Exercise:
Look through the listing below, find every line with the string "nodes", and copy it.

Records for this exercise:
== Segment start ==

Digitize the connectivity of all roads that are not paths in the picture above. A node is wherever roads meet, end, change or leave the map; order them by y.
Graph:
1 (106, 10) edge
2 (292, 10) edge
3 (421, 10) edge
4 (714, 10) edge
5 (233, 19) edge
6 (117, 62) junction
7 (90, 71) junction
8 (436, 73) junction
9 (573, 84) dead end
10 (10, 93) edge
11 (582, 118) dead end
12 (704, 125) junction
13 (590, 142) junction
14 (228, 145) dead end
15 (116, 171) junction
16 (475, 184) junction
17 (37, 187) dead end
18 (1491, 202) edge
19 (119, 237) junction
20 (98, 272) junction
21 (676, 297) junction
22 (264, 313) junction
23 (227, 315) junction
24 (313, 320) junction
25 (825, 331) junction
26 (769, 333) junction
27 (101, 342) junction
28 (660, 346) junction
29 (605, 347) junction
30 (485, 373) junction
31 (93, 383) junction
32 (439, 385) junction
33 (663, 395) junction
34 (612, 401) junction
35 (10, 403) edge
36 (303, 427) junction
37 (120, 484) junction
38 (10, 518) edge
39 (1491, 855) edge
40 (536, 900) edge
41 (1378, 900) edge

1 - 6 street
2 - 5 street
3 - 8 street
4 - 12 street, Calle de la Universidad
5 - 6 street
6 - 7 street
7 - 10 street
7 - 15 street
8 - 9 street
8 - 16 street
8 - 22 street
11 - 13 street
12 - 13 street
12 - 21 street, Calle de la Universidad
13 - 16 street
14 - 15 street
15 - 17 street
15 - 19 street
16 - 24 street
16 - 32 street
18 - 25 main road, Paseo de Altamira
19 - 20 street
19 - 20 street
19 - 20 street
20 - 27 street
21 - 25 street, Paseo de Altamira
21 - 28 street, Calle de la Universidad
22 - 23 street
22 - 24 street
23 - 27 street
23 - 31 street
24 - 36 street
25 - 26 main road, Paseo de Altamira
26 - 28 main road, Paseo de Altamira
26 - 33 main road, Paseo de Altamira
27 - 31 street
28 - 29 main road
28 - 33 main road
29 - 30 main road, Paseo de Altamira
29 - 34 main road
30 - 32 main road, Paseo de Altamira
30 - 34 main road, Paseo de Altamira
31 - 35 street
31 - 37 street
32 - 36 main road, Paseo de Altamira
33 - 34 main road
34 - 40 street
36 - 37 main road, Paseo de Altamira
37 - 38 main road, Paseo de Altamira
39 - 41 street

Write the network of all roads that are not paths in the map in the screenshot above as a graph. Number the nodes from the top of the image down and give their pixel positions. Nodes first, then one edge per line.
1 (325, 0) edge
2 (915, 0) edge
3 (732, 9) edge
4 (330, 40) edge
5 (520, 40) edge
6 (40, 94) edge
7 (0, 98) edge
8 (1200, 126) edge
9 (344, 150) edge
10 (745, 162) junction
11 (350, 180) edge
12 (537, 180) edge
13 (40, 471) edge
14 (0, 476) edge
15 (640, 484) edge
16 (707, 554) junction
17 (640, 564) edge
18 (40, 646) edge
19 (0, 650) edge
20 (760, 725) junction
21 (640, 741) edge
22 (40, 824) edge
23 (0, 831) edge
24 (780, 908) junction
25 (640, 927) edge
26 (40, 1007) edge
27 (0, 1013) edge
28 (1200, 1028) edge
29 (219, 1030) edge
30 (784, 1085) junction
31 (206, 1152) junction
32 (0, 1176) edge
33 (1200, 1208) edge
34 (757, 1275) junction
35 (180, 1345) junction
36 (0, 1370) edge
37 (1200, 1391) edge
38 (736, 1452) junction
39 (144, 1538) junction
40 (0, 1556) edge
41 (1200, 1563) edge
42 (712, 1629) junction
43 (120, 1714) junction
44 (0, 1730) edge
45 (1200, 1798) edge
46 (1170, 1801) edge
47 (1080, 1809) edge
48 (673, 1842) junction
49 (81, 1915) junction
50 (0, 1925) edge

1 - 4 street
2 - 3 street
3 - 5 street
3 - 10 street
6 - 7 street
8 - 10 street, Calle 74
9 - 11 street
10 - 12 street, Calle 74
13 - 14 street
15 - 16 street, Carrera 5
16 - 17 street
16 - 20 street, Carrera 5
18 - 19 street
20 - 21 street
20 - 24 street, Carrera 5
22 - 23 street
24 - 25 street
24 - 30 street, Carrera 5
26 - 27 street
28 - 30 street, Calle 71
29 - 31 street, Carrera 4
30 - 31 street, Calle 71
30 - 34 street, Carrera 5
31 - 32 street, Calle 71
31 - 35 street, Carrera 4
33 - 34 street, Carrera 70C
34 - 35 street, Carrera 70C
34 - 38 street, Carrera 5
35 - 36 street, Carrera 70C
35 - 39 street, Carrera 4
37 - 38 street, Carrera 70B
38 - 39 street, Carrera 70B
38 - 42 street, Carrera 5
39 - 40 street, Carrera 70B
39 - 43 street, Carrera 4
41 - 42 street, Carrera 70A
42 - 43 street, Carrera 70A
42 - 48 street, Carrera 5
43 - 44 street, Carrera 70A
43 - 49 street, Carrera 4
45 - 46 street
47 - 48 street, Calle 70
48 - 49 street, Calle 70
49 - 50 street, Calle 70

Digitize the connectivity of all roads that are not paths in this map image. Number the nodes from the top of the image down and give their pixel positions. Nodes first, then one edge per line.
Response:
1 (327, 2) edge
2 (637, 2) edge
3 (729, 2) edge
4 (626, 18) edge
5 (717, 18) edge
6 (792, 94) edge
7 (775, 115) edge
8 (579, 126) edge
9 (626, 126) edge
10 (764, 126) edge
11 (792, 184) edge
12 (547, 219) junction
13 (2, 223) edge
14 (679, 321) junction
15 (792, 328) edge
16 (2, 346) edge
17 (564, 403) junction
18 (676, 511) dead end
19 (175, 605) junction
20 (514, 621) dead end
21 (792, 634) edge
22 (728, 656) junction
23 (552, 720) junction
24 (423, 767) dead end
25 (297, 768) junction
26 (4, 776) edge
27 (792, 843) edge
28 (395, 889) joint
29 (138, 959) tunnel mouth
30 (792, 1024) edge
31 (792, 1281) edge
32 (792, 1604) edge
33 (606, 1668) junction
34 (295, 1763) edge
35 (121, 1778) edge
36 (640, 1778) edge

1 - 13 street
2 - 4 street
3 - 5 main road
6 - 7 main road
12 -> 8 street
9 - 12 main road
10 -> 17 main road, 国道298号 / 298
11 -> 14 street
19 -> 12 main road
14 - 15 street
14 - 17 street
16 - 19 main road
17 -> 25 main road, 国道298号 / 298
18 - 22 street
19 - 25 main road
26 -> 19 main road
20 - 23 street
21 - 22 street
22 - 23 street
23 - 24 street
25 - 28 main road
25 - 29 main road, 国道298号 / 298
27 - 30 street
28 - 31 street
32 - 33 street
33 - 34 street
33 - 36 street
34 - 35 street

== Segment end ==

Result:
Write the network of all roads that are not paths in the map in the screenshot above as a graph. Number the nodes from the top of the image down and give their pixel positions. Nodes first, then one edge per line.
Digitize the connectivity of all roads that are not paths in this map image. Number the nodes from the top of the image down and give their pixel positions. Nodes first, then one edge per line.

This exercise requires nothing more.